Excerpts from a dataset ▸
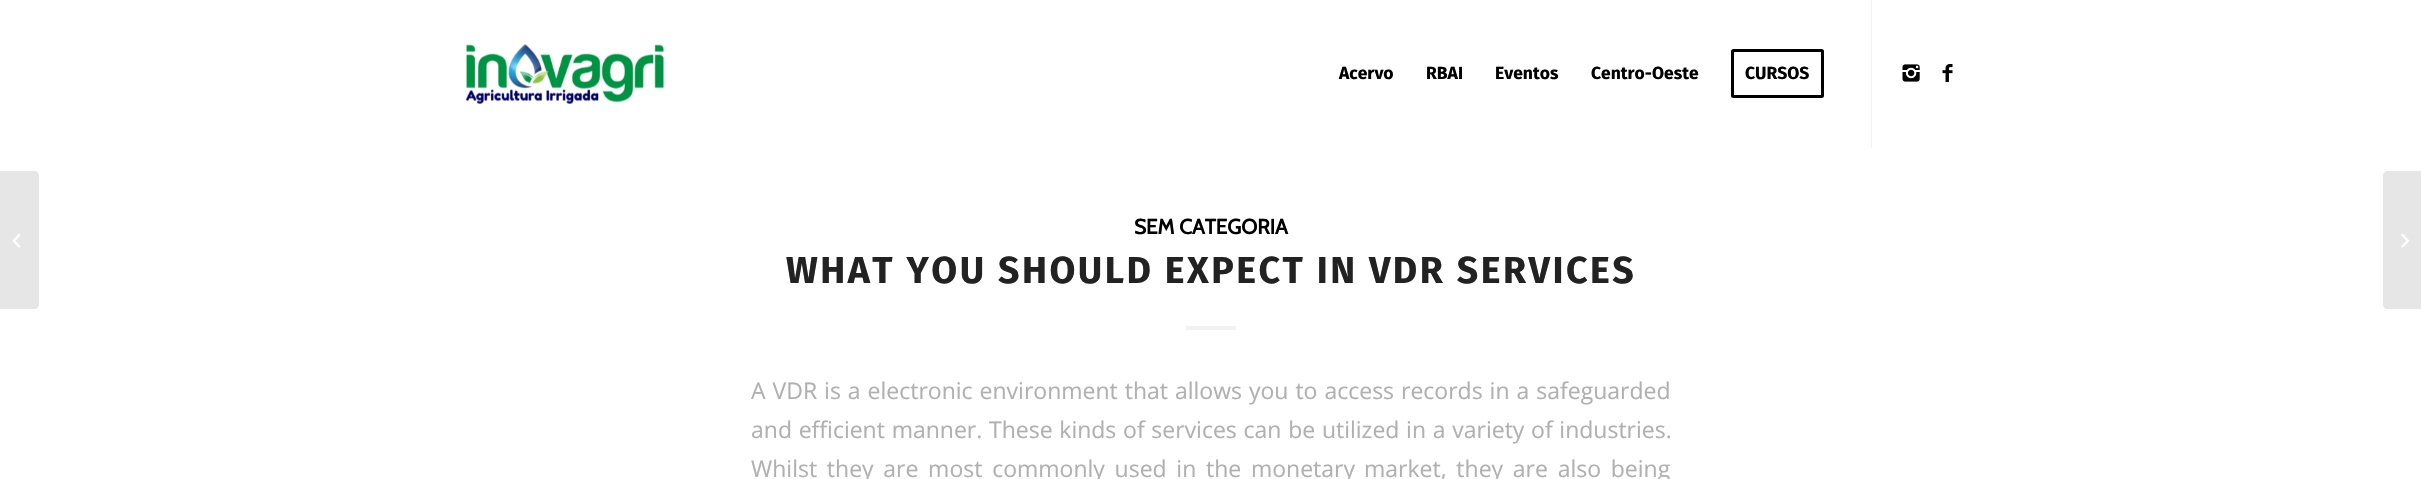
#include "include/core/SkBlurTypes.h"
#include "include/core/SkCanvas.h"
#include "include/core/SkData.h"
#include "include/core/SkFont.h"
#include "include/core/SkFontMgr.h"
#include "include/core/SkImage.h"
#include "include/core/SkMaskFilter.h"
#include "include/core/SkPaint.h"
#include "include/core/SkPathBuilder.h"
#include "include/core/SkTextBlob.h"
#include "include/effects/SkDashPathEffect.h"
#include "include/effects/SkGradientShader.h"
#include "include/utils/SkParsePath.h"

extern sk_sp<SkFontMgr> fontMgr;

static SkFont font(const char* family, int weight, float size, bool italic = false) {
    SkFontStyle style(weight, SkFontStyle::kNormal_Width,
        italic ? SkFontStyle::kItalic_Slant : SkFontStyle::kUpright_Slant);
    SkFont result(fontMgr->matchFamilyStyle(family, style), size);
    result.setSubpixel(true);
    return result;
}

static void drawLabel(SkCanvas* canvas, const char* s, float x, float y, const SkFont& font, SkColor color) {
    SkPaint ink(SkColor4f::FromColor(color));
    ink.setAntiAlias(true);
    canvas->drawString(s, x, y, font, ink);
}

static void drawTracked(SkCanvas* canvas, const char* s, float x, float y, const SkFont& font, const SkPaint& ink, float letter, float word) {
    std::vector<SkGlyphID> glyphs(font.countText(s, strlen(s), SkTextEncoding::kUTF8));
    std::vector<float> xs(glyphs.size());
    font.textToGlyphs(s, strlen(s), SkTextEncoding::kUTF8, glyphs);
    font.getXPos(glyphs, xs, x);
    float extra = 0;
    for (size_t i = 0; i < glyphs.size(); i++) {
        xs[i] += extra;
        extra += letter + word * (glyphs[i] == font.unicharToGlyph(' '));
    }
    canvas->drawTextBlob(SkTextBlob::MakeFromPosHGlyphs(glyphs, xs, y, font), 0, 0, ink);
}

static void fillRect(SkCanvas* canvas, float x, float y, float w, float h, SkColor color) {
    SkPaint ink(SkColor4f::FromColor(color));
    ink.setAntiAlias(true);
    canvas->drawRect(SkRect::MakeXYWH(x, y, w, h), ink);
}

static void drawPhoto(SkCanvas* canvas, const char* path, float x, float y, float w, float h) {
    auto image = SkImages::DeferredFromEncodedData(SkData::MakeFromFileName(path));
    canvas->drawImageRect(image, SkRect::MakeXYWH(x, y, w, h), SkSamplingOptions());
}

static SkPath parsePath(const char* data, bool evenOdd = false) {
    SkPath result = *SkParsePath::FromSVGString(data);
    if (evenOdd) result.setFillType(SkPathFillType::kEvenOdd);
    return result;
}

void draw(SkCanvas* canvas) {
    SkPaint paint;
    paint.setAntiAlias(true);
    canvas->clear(0xFFFFFFFF);
    drawPhoto(canvas, "assets/img1.png", 465, 44, 199, 60);
    fillRect(canvas, 1871, 0, 1, 148, 0xFFF2F2F2);
    SkFont font1 = font("Fira Sans", 700, 17.5f);
    drawLabel(canvas, "Acervo", 1339, 79, font1, 0xFF000000);
    drawLabel(canvas, "RBAI", 1426, 79, font1, 0xFF000000);
    drawLabel(canvas, "Eventos", 1495, 79, font1, 0xFF000000);
    drawLabel(canvas, "Centro-Oeste", 1591, 79, font1, 0xFF000000);
    paint.setStroke(true);
    paint.setStrokeWidth(3);
    paint.setColor(0xFF000000);
    canvas->drawRoundRect(SkRect::MakeXYWH(1732.5f, 50.5f, 90, 46), 1, 1, paint);
    drawLabel(canvas, "CURSOS", 1745, 79, font1, 0xFF000000);
    drawPhoto(canvas, "assets/img2.png", 1902, 64, 18, 18);
    drawPhoto(canvas, "assets/img3.png", 1942, 64, 11, 18);
    paint.setStroke(false);
    paint.setColor(0xFFE6E6E6);
    canvas->drawPath(parsePath("M0 171H34C37 171 39 173 39 176V304C39 307 37 309 34 309H0Z"), paint);
    drawPhoto(canvas, "assets/img4.png", 12, 234, 9, 14);
    SkFont font2 = font("Cabin", 700, 20.75f);
    drawLabel(canvas, "SEM CATEGORIA", 1134, 234, font2, 0xFF000000);
    SkFont font3 = font("Fira Sans", 700, 37.5f);
    paint.setColor(0xFF222222);
    drawTracked(canvas, "WHAT YOU SHOULD EXPECT IN VDR SERVICES", 786, 283, font3, paint, 2.5f, 0);
    fillRect(canvas, 1186, 326, 50, 4, 0xFFF2F2F2);
    SkFont font4 = font("Open Sans", 400, 23);
    paint.setColor(0xFFB0B0B0);
    drawTracked(canvas, "A VDR is a electronic environment that allows you to access records in a safeguarded", 751, 399, font4, paint, 0, 1);
    drawTracked(canvas, "and efficient manner. These kinds of services can be utilized in a variety of industries.", 751, 438, font4, paint, 0, 0.75f);
    drawTracked(canvas, "Whilst they are most commonly used in the monetary", 751, 477, font4, paint, 0, 3.75f);
    drawTracked(canvas, "market, they are also being", 1364, 477, font4, paint, 0, 3.75f);
    paint.setColor(0xFFE6E6E6);
    canvas->drawPath(parsePath("M2388 171H2421V309H2388C2385 309 2383 307 2383 304V176C2383 173 2385 171 2388 171Z"), paint);
    drawPhoto(canvas, "assets/img5.png", 2401, 234, 8, 14);
}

What you need to do ▸ Find the lines above with the word "float". Copy them out.

Written reply ▸
static SkFont font(const char* family, int weight, float size, bool italic = false) {
static void drawLabel(SkCanvas* canvas, const char* s, float x, float y, const SkFont& font, SkColor color) {
static void drawTracked(SkCanvas* canvas, const char* s, float x, float y, const SkFont& font, const SkPaint& ink, float letter, float word) {
    std::vector<float> xs(glyphs.size());
    float extra = 0;
static void fillRect(SkCanvas* canvas, float x, float y, float w, float h, SkColor color) {
static void drawPhoto(SkCanvas* canvas, const char* path, float x, float y, float w, float h) {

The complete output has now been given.